Reis (1986), num estudo sobre esses profissionais,
especialmente sobre o auxiliar de enfermagem e o
atendente hospitalar, enfatiza que, como conseqüência
dos problemas de saúde desses profissionais, há
dificuldade de manter a qualidade da assistência de
enfermagem prestada ao hospital devido ao
absenteísmo, às limitações no desempenho das funções,
além de restrições em trabalhos que exijam esforço físico
maior.
Considerando o contato direto com o paciente
e o seu sofrimento, além da realização de tarefas
burocráticas, é fácil constatar a importância da boa
qualidade de vida dos técnicos da área de saúde para
um ambiente hospitalar saudável e para o bom
atendimento prestado aos pacientes. Portanto mostrase
fundamental que esses profissionais mantenham uma
boa condição técnica e um bom controle de seu próprio
stress, de modo a influir positivamente no clima
hospitalar. Para tanto é fundamental que se conheça a
realidade vivida por esses profissionais na instituição
em que trabalham para que trabalhos sejam
implantados para colaborar positivamente no clima
hospitalar e na qualidade do atendimento aos usuários.
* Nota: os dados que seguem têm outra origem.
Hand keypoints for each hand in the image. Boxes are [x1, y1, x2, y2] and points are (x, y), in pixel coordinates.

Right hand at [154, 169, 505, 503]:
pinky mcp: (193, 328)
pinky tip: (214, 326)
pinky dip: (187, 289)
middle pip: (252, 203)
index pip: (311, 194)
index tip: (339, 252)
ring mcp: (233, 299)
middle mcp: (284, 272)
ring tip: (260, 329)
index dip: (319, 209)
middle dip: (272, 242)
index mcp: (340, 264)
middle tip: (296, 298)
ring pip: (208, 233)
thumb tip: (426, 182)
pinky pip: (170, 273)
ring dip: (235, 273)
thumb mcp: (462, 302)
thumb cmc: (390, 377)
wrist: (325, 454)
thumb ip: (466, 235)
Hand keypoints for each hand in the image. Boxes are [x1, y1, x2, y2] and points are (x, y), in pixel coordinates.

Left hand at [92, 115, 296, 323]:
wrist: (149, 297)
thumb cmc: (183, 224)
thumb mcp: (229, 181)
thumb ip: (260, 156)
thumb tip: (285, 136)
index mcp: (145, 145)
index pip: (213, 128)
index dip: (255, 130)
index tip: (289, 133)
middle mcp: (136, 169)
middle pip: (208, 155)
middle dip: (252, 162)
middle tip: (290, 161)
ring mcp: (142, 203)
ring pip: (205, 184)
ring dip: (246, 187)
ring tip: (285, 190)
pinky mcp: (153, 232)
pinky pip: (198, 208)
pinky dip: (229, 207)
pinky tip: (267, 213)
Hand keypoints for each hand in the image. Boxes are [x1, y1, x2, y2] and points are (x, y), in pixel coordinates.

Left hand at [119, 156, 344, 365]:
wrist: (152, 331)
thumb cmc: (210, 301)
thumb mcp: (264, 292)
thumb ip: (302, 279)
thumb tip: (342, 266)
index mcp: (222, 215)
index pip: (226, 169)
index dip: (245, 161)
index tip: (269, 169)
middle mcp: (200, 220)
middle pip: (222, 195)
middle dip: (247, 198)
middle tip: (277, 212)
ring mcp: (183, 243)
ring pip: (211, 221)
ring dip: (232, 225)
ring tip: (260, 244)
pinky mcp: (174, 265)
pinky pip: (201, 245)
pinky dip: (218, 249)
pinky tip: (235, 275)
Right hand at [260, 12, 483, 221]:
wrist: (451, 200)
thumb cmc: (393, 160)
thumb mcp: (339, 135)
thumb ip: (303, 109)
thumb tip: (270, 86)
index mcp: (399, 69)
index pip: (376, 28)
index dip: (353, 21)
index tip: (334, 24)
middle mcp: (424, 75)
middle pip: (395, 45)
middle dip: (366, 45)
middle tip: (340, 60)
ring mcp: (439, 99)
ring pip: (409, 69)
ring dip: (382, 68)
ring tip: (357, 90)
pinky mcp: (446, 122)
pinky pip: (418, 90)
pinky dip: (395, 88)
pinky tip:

Em consonância com o acima exposto, o
presente estudo visou investigar a presença de stress
nos técnicos da área de saúde da PNNSG, a fase do stress
em que se encontravam os estressados e verificar, nesses,
a predominância de sintomas de stress, físicos ou
psicológicos. Além disso, os resultados encontrados
serviram de base para que trabalhos fossem sugeridos
no sentido de buscar uma melhoria da qualidade de
vida desses profissionais e, conseqüentemente, um bom
desempenho profissional e interpessoal, do clima e da
produtividade hospitalar, assim como da manutenção
do bom atendimento aos pacientes da instituição.